«Non spari! La prego non spari!», gridò Elena. La voce le uscì d'un fiato, alterata dalla paura e dal pianto.
L'uomo le rivolse uno sguardo d'ira, le labbra carnose assunsero una piega contrariata.
«Farò tutto quello che vuole, ma non mi uccida, la scongiuro!»
Un lampo divertito attraversò il volto di pietra dello sconosciuto. I suoi baffi neri si incurvarono per un attimo verso l'alto, poi tornò serio.
«Esci», disse con una voce rassicurante come un pezzo di ferro arrugginito.
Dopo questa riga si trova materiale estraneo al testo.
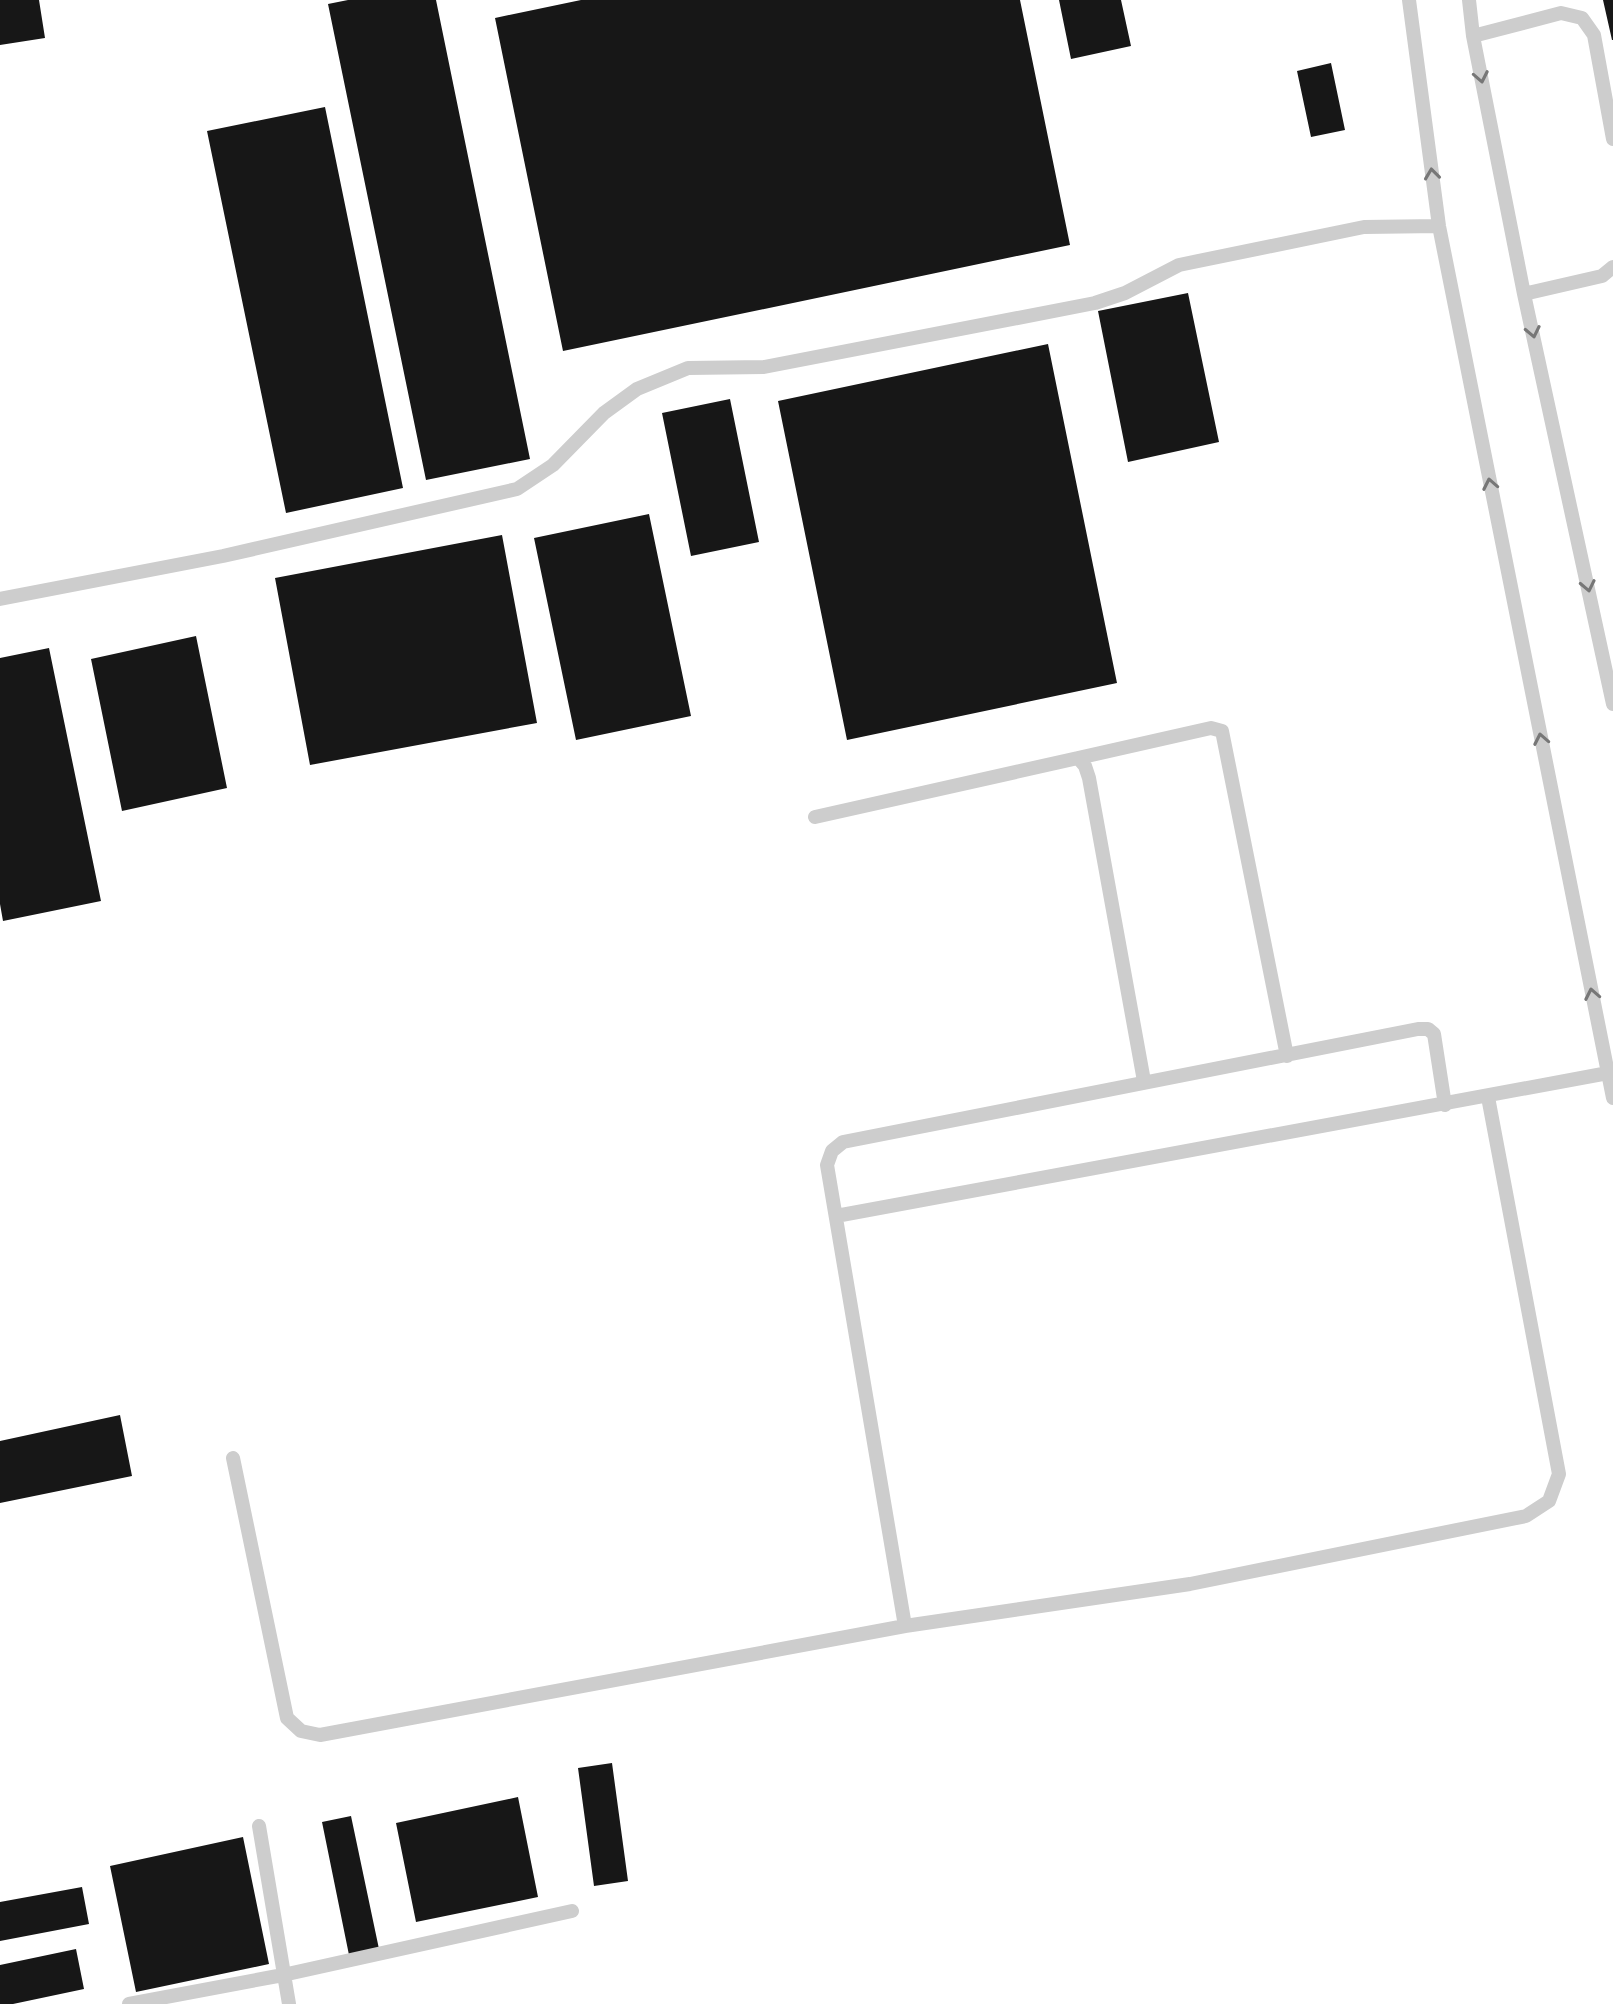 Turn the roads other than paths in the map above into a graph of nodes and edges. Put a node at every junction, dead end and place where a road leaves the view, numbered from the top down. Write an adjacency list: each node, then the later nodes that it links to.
1 (1409, 0): 5 (lane, one-way to 1)
2 (1469, 0): 3 (lane)
3 (1473, 36): 4 (lane); 7 (lane, one-way to 7)
4 (1613, 139)
5 (1439, 226): 8 (lane); 13 (lane, one-way to 5)
6 (1613, 267): 7 (lane)
7 (1524, 294): 9 (lane, one-way to 9)
8 (0, 599)
9 (1613, 704)
10 (1078, 758): 11 (lane); 12 (lane); 14 (lane)
11 (815, 817)
12 (1287, 1056): 14 (lane); 17 (lane)
13 (1608, 1073): 15 (lane); 16 (lane)
14 (1144, 1081): 18 (lane)
15 (1488, 1097): 17 (lane); 20 (lane)
16 (1613, 1098)
17 (1445, 1105): 18 (lane)
18 (836, 1216): 20 (lane)
19 (233, 1458): 20 (lane)
20 (905, 1626)
21 (259, 1826): 23 (lane)
22 (572, 1911): 23 (lane)
23 (283, 1975): 24 (lane); 25 (lane)
24 (129, 2004)
25 (289, 2004)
«La prego...», piagnucolò lei. Implorò ancora di essere risparmiata.
«Esci da lì, ho detto!»
L'uomo si fece indietro, sollevò il fucile verso di lei e recuperò la lampada che aveva appoggiato su un mobiletto di fronte al suo nascondiglio. Attese che Elena scavalcasse la sponda della cassapanca.
«Non mi faccia del male.»
«Piantala una buona volta. Questa voce da gallina mi da' sui nervi!», grugnì lui. Le fece un cenno col fucile, indicandole la porta che si era chiusa alle spalle. «Avanti, aprila.»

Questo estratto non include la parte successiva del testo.